Tomás balanceó afirmativamente la cabeza.

– Hmm -murmuró-. De ahí esa frase de código.

– Exacto -confirmó Filipe-. Que James me mandara esa cita era una señal de que el proyecto estaba concluido y de que debíamos encontrarnos en Australia para ultimar los detalles. El problema es que teníamos conciencia de que solos no llegaríamos a ningún sitio y yo no sabía adónde debería volver. Hasta que vi tu mensaje en el sitio del instituto y, además de avivarme la nostalgia, confieso que creí que podrías ser un contacto importante, una especie de agente invisible, ¿me entiendes? Eso reforzó mi decisión de invitarte a venir para reunirte conmigo.
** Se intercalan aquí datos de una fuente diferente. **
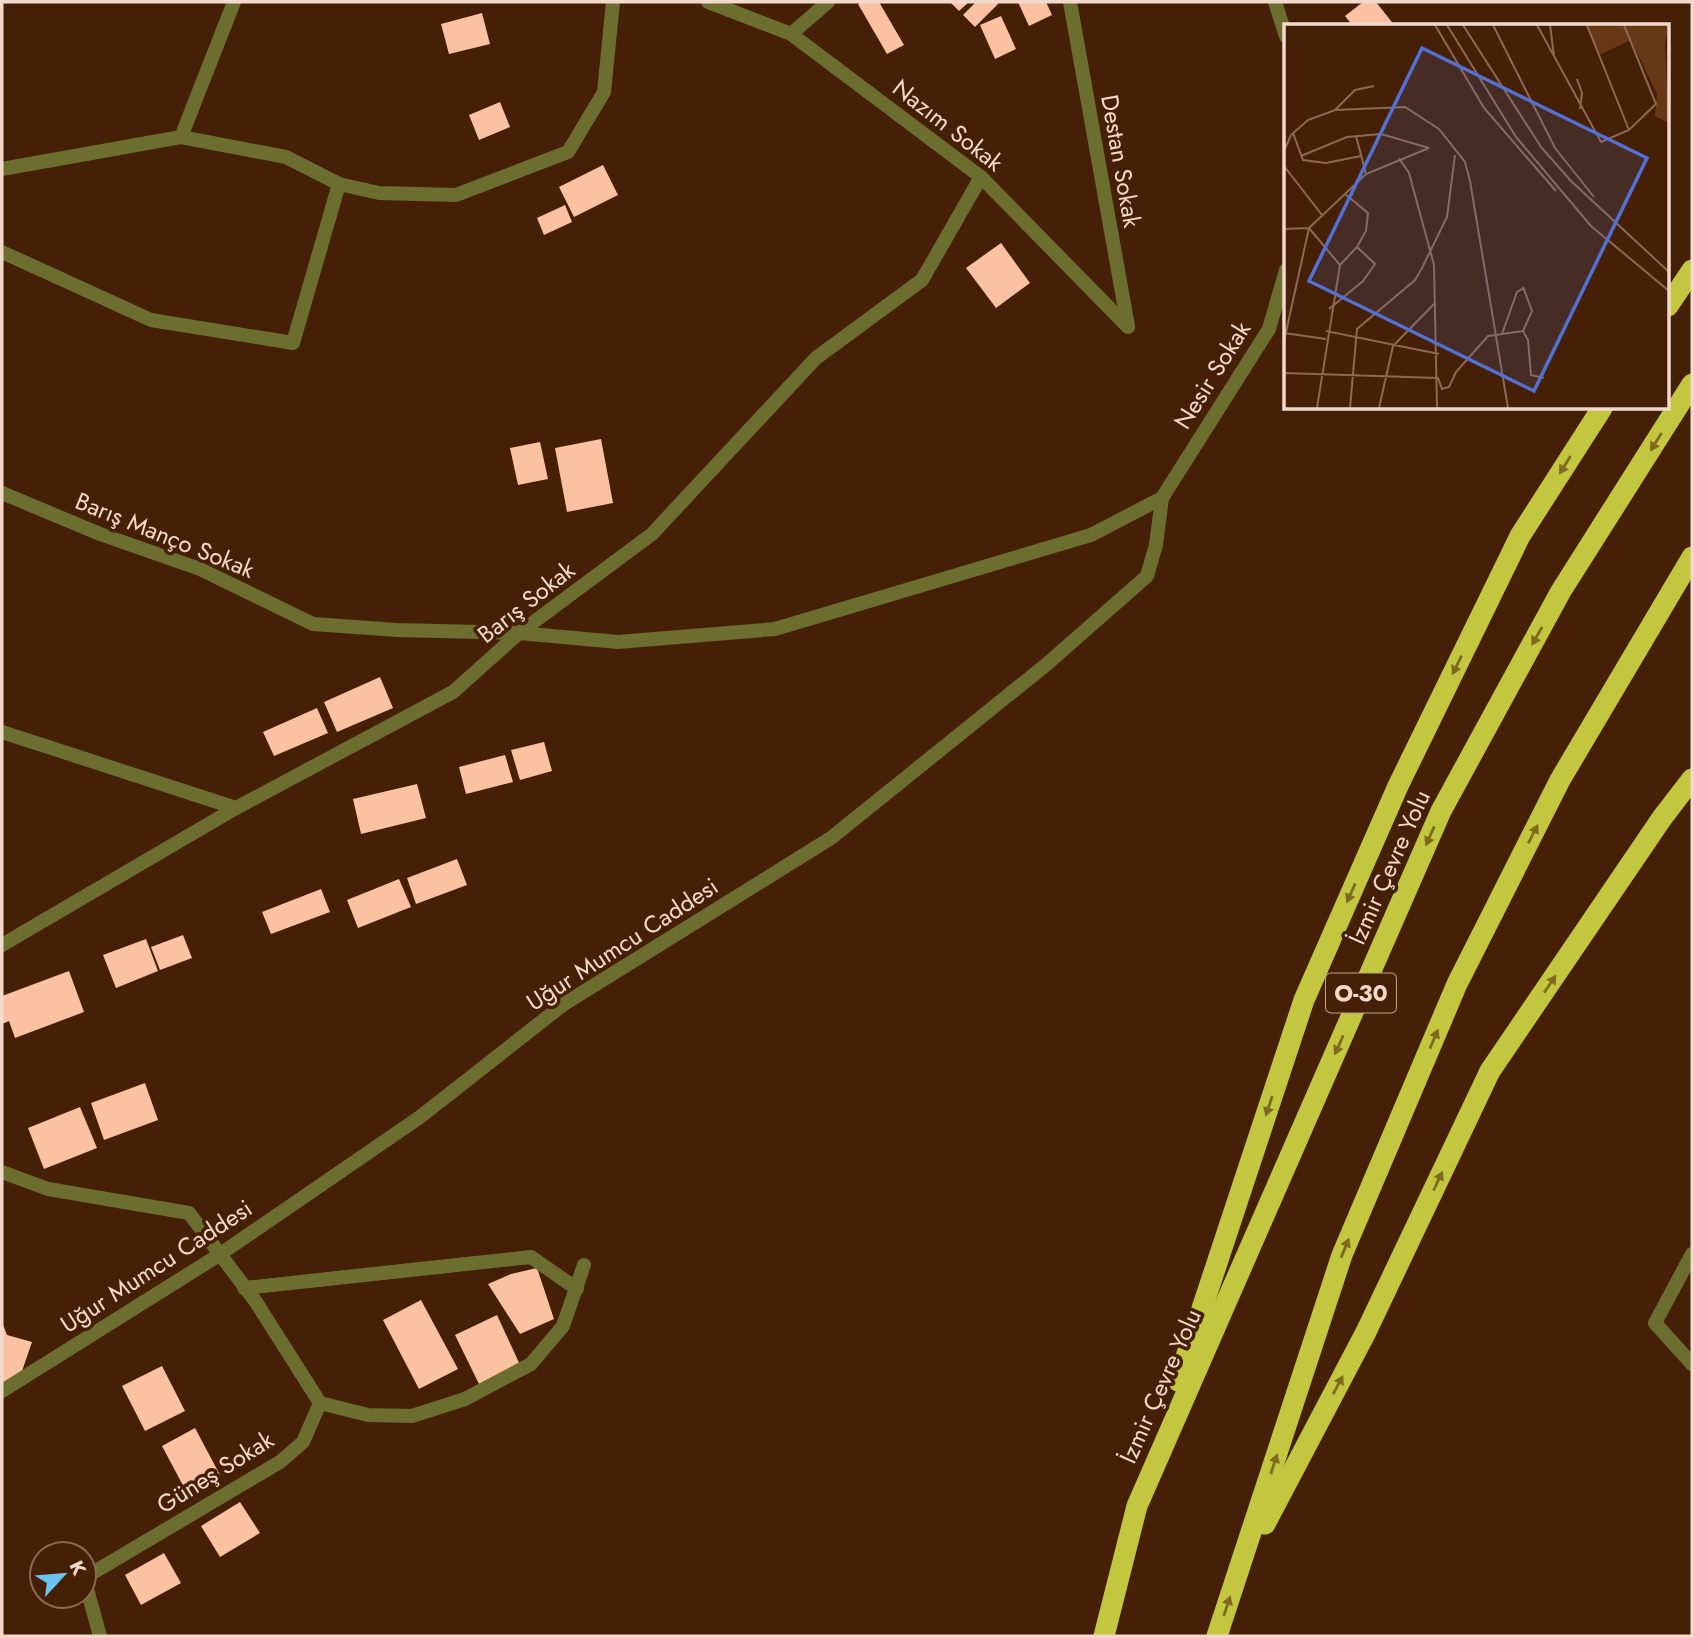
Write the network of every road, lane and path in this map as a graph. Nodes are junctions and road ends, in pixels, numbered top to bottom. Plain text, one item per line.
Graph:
1 (234, 2) edge
2 (613, 2) edge
3 (708, 2) edge
4 (828, 2) edge
5 (1070, 2) edge
6 (1275, 2) edge
7 (1284, 30) edge
8 (791, 34) junction
9 (181, 137) junction
10 (2, 169) edge
11 (981, 177) junction
12 (339, 184) junction
13 (2, 252) edge
14 (1692, 270) edge
15 (1284, 277) edge
16 (1670, 303) edge
17 (1128, 327) joint
18 (1692, 384) edge
19 (1601, 410) edge
20 (2, 493) edge
21 (1162, 498) junction
22 (1692, 557) edge
23 (519, 633) junction
24 (2, 732) edge
25 (1692, 779) edge
26 (236, 808) junction
27 (2, 945) edge
28 (2, 1172) edge
29 (1692, 1254) edge
30 (219, 1255) junction
31 (584, 1265) dead end
32 (244, 1288) junction
33 (576, 1289) junction
34 (1692, 1364) edge
35 (2, 1391) edge
36 (320, 1403) junction
37 (1137, 1506) junction
38 (1238, 1576) junction
39 (100, 1636) edge
40 (1104, 1636) edge
41 (1217, 1636) edge

1 - 9 street
2 - 12 street
3 - 8 street, Nazım Sokak
4 - 8 street
5 - 17 street, Destan Sokak
6 - 7 street
8 - 11 street, Nazım Sokak
9 - 10 street
9 - 12 street
11 - 17 street, Nazım Sokak
11 - 23 street, Barış Sokak
12 - 13 street
14 - 16 highway
15 - 21 street, Nesir Sokak
18 -> 37 highway, İzmir Çevre Yolu / O-30
19 -> 37 highway
20 - 23 street, Barış Manço Sokak
21 - 23 street, Barış Manço Sokak
21 - 30 street, Uğur Mumcu Caddesi
38 -> 22 highway
23 - 26 street, Barış Sokak
24 - 26 street
38 -> 25 highway
26 - 27 street, Barış Sokak
28 - 30 street
29 - 34 street
30 - 32 street
30 - 35 street, Uğur Mumcu Caddesi
31 - 33 street
32 - 33 street
32 - 36 street
33 - 36 street
36 - 39 street, Güneş Sokak
37 - 40 highway, İzmir Çevre Yolu / O-30
41 -> 38 highway

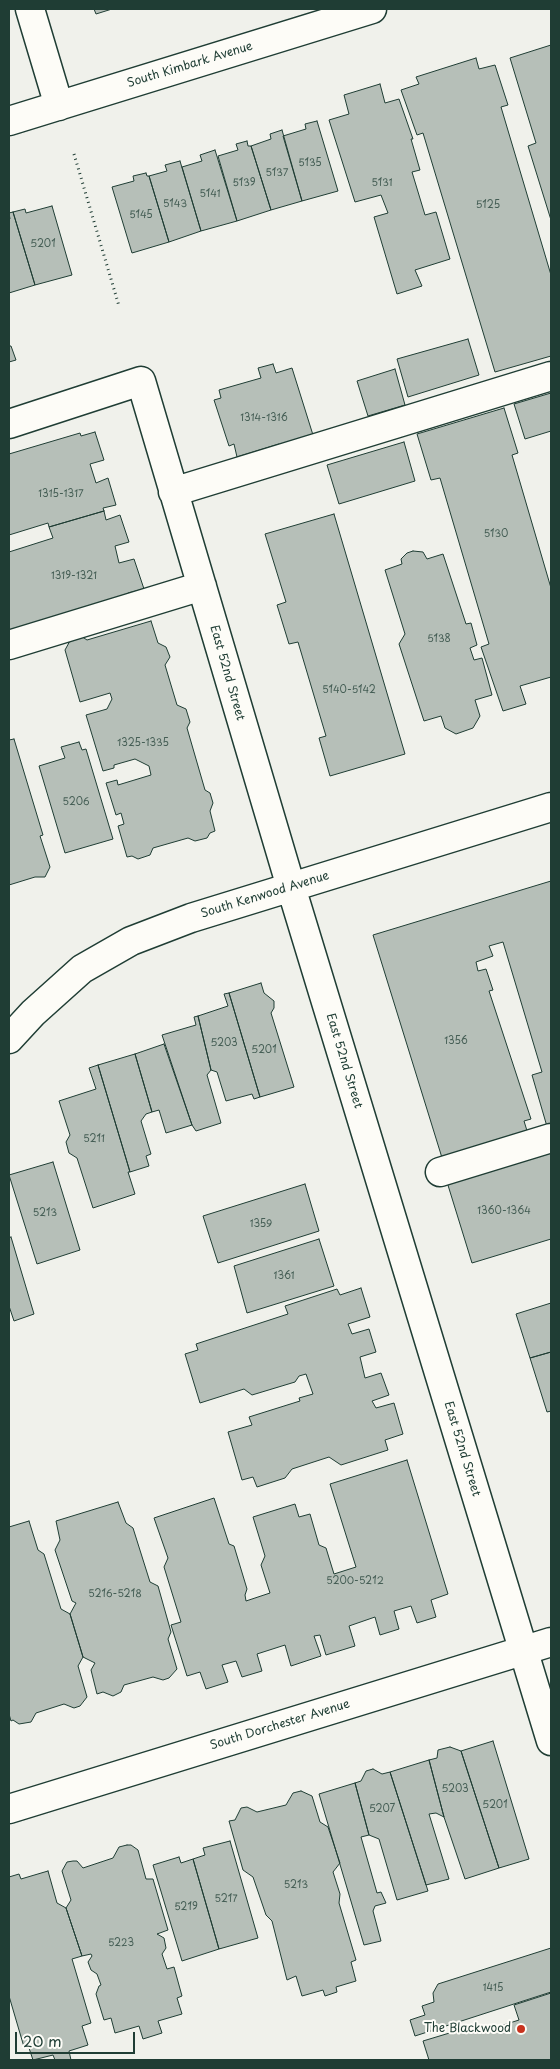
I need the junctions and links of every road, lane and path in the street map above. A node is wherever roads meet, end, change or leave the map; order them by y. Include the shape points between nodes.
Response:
1 (30, 9) edge
2 (372, 9) edge
3 (59, 106) junction
4 (9, 121) edge
5 (74, 154) dead end
6 (119, 306) dead end
7 (551, 376) edge
8 (9, 424) edge
9 (173, 492) junction
10 (202, 586) junction
11 (9, 646) edge
12 (551, 807) edge
13 (291, 887) junction
14 (9, 1039) edge
15 (551, 1138) edge
16 (440, 1172) dead end
17 (551, 1642) edge
18 (524, 1650) junction
19 (551, 1741) edge
20 (9, 1809) edge

1 - 3 street
2 - 3 street, South Kimbark Avenue
3 - 4 street, South Kimbark Avenue
5 - 6 path
7 - 9 street
8 - 9 street, East 52nd Street via 141,381
9 - 10 street, East 52nd Street
10 - 11 street
10 - 13 street, East 52nd Street
12 - 13 street, South Kenwood Avenue
13 - 14 street, South Kenwood Avenue via 191,918 131,941 82,969
13 - 18 street, East 52nd Street
15 - 16 street
17 - 18 street, South Dorchester Avenue
18 - 19 street, East 52nd Street
18 - 20 street, South Dorchester Avenue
Necesitaba de la ayuda de alguien que estuviese fuera del circuito, alguien cuya existencia desconociesen en absoluto los intereses del petróleo.

– Entiendo.

– Cuando en Oljon me revelaste que estabas al servicio de la Interpol, me llevé un gran disgusto, pues significaba que, al fin y al cabo, no estabas fuera del circuito. Si la Interpol te había llamado para que ayudases en la investigación de los homicidios, era evidente que los autores morales de esos asesinatos se enterarían de tu existencia.